国際機関邦人職員インタビュー 世界保健機関(WHO) 濱田 洋平さん
WHO グローバル結核プログラム テクニカルオフィサー(JPO)
濱田 洋平
もともと国際保健に興味があり、医学部を卒業後、内科の臨床研修の2年間を経て、感染症の研修を3年間行いました。研修期間中のHIV患者さんの診療を通して感じたのが、現在のHIVの治療薬は非常に進歩しており、早期にHIVが診断され、病院を受診し、標準的な治療を受ければ、ほとんどの場合は寿命を全うする事ができるということです。しかし、残念ながらHIVの発見、病院受診が遅れたためだけに命を落とす人々が日本でも未だに多くいます。また、途上国では先進国での標準的な治療薬もなかなか使うことができません。これらの事は医師の診療だけで解決できる問題ではありません。よって、どのようにしたらすでに確立した最適な治療を届ける事ができるのかと考えるようになりました。また臨床研修の期間中に、HIV検査、カウンセリングの質を改善するというJICAによるケニアでのプロジェクトにインターンとして2ヶ月間関わる機会を得ることができました。それまでの患者さんを診るという経験とは全く異なるものでしたが、とても興味深く感じました。そのような経験から公衆衛生についてより学んでみたいと思い、公衆衛生の修士号を取得したのち、WHO本部のグローバル結核プログラムにJPOとして着任することになりました。
業務内容について教えてください
業務はいろいろとありますが、ここ最近の主なものは、潜在性結核に関する新しいガイドラインの作成です。最近までは潜在性結核の治療というのは6ヶ月間毎日薬を飲む必要がありましたが、ここ最近になって3ヶ月間、週一回の内服ですむ治療が確立され、米国などの一部の国で使われるようになりました。しかし、途上国ではその使用に関するWHOの推奨はなく、未だに6ヶ月間の内服治療が行われています。そこで、これに関する新しい推奨を含めて、最新の知見に基づいた潜在性結核の診断、治療の新たなガイドラインを作成する事になり、主任担当者として関わることになりました。その作成のプロセスが2016年の6月に始まり、専門家会議などを経て、2017年9月にようやくWHOのガイドライン審査委員会への最終稿の提出にこぎつける事ができました。それに至るまではガイドライン作成部会の裏方としての非常に地道かつ時に地味な作業です。例えばガイドラインのプロポーザル作成、ガイドライン委員会に招聘する専門家の候補者のリストアップ、専門家との連絡や、会議の運営などです。また、推奨の根拠(エビデンス)を検討するための、論文の総括的レビューを自身でも担当し、PCの画面でひたすら論文を読むことが続くこともありました。このような仕事は実際に患者さんを診ることとくらべると日々の手応えはやや感じにくいものがあります。しかし、すべての下準備を終えてガイドライン作成会議が開催され、各国からの多種多様な専門家とともに、ベストな潜在性結核の診断、治療を真剣に議論し、推奨ができあがった時はとても感慨深かったです。また、実際に作成したガイドラインにより潜在性結核のよりよい治療方法を多くの人々に届ける事ができるかもしれません。このようなところがWHOで働くことの醍醐味であると思います。

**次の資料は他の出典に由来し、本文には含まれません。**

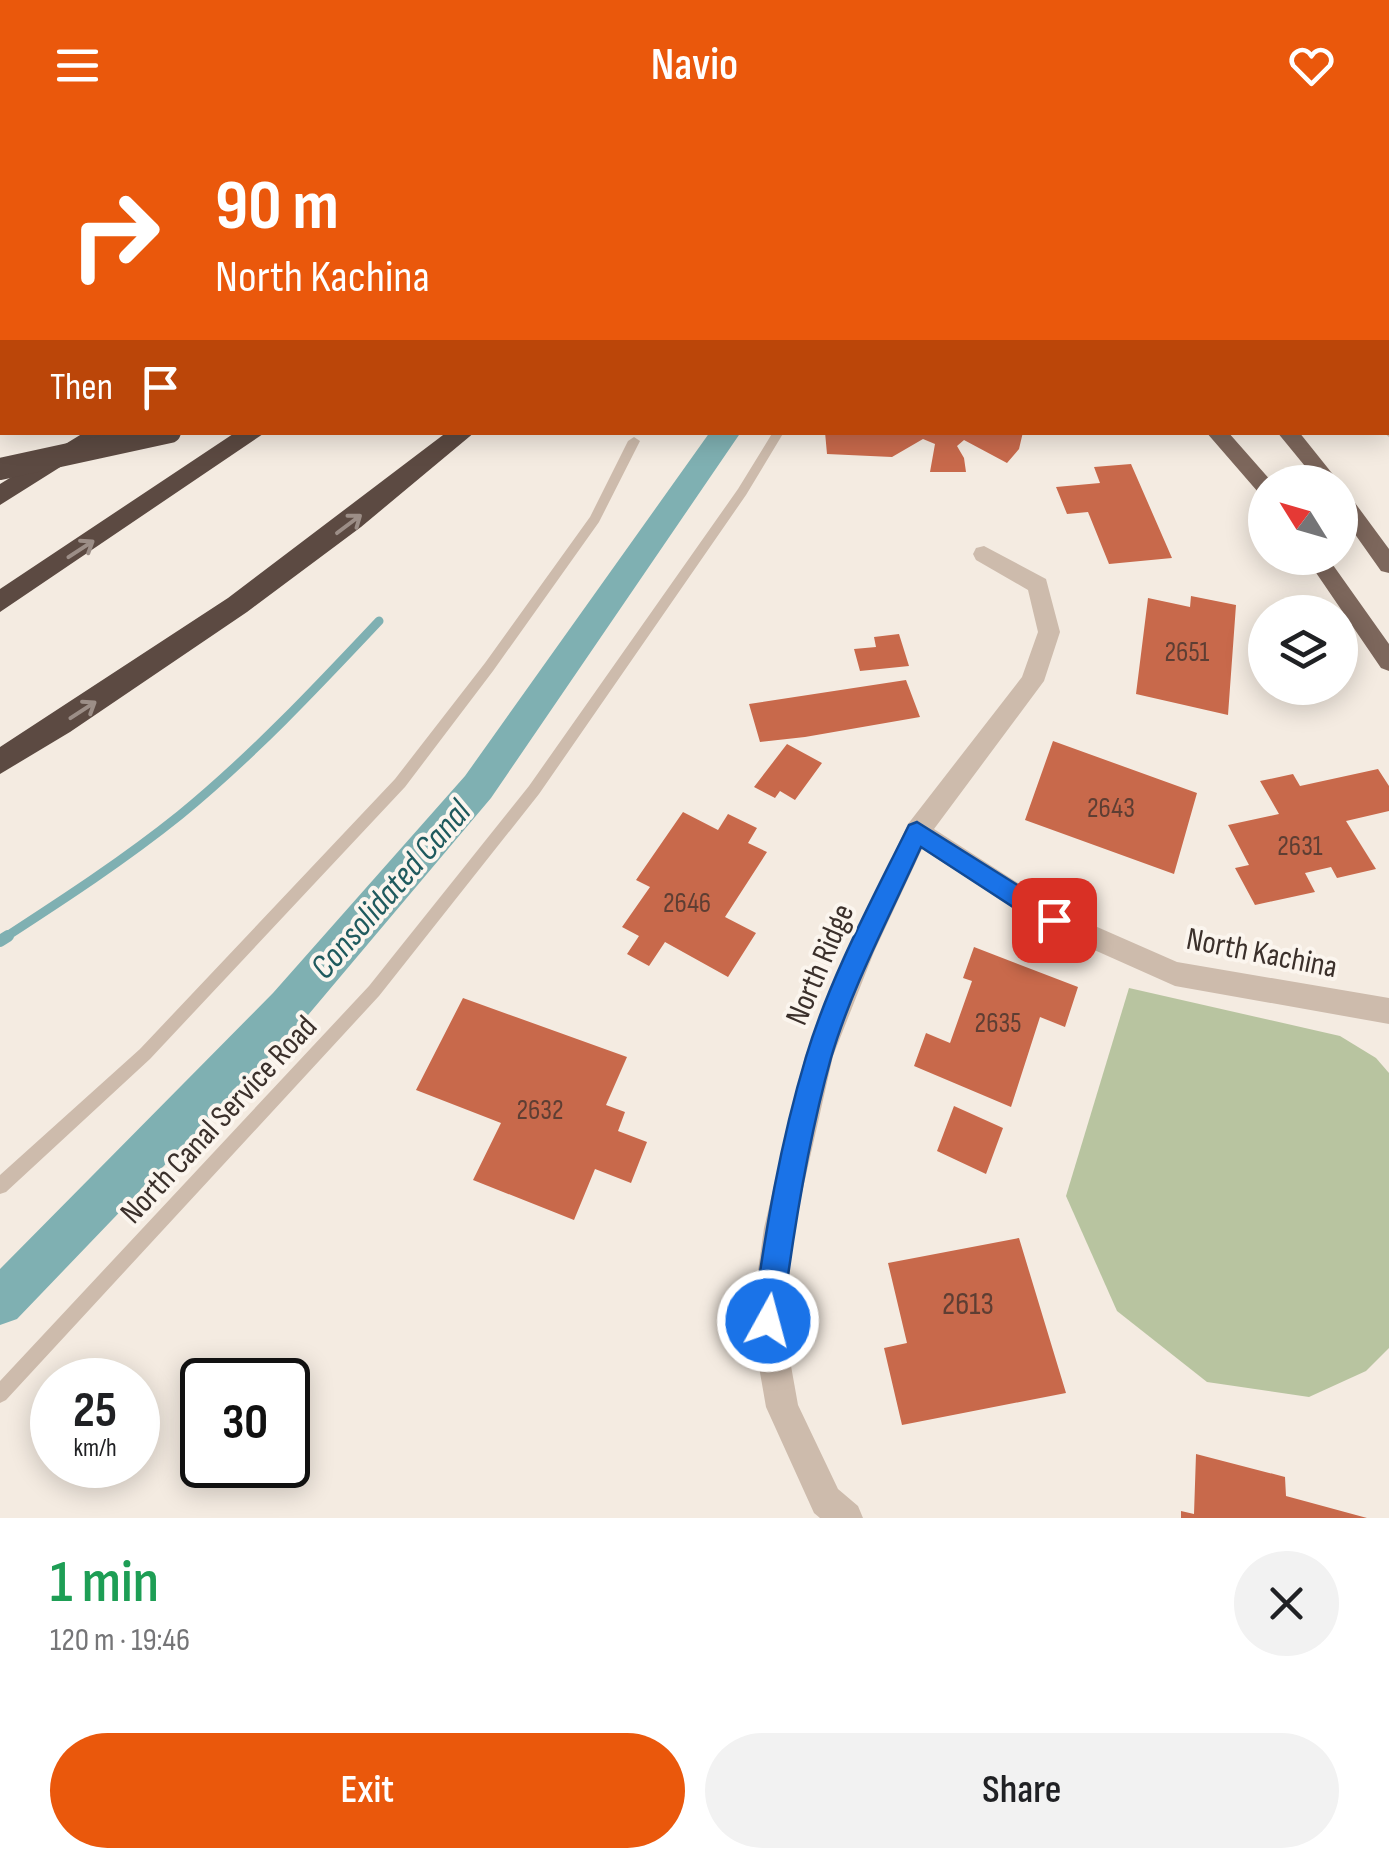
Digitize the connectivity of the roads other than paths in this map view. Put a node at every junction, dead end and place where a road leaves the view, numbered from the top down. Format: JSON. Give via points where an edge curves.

WHOでの勤務を目指すにはどのようなキャリアが求められると思いますか
医学生などでWHOのインターンに来る人たちに必ず聞かれるのが、どのくらい臨床経験を積むべきかということです。これは自分自身もよく考えました。答えは様々だと思いますが自分なりに感じたことを示したいと思います。

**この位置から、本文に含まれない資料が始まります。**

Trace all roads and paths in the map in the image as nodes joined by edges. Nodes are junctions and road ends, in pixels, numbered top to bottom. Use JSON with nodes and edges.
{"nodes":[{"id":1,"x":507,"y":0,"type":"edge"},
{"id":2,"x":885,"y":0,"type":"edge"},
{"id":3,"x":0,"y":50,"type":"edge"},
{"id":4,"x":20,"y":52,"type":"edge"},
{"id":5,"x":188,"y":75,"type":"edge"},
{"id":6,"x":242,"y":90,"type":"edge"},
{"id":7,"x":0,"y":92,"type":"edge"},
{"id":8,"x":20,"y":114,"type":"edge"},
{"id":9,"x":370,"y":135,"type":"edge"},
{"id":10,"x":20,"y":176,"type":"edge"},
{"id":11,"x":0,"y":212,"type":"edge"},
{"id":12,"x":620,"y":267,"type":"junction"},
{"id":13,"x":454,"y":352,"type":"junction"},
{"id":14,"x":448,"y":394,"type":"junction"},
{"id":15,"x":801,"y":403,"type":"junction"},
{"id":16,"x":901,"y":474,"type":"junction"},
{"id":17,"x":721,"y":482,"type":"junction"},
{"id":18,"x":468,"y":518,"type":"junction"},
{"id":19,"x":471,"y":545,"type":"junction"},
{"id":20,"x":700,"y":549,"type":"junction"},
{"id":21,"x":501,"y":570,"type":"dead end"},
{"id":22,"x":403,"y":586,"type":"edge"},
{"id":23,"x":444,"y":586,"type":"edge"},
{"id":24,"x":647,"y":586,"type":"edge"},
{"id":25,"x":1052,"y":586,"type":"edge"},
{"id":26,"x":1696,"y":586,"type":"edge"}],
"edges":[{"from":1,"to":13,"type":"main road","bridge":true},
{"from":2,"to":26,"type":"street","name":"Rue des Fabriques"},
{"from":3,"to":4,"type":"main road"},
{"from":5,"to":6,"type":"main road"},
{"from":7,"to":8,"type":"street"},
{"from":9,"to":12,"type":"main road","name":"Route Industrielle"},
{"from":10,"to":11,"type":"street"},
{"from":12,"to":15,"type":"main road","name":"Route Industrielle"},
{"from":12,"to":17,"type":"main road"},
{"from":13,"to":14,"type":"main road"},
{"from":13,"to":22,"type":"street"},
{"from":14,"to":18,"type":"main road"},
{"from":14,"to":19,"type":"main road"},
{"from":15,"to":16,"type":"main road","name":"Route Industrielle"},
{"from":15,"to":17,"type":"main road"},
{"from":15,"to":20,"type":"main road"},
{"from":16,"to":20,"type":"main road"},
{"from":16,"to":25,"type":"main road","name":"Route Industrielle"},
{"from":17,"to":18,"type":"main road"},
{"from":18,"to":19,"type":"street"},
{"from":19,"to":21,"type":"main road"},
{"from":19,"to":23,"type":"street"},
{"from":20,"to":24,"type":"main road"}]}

WHOでの職務は臨床経験が求められないことも多く、必須ではありません。むしろ、臨床経験だけでは不十分と言ってよいでしょう。しかし、だからといって臨床経験が全く役に立たないわけではなく、業務内容によっては求められる事もありますし、ガイドラインの作成や専門家との議論の際に役立つこともありました。臨床経験はあくまで、疫学、統計、プロジェクトマネージメント、経済分析、発展途上国での実務経験などの数ある強みのなかの一つだと思います。WHOでもポストによって多種多様なスキル、経験が要求されるので、臨床経験がなくても他の強みを活かす事ができると思いますし、逆に臨床経験が活かされる場合もあるでしょう。ですので結局は自分に合ったスキル、経験を磨きながら、臨機応変にその時点でのベストと思える選択をしていくということに尽きると思います。これから国際機関でのキャリアを目指す人々の成功を祈念いたします。
経歴
長崎大学医学部医学科卒業。国立国際医療研究センター内科初期研修、感染症後期研修を経て2015年3月から2017年11月までJPOとしてWHOグローバル結核プログラムに勤務。医師、公衆衛生学修士。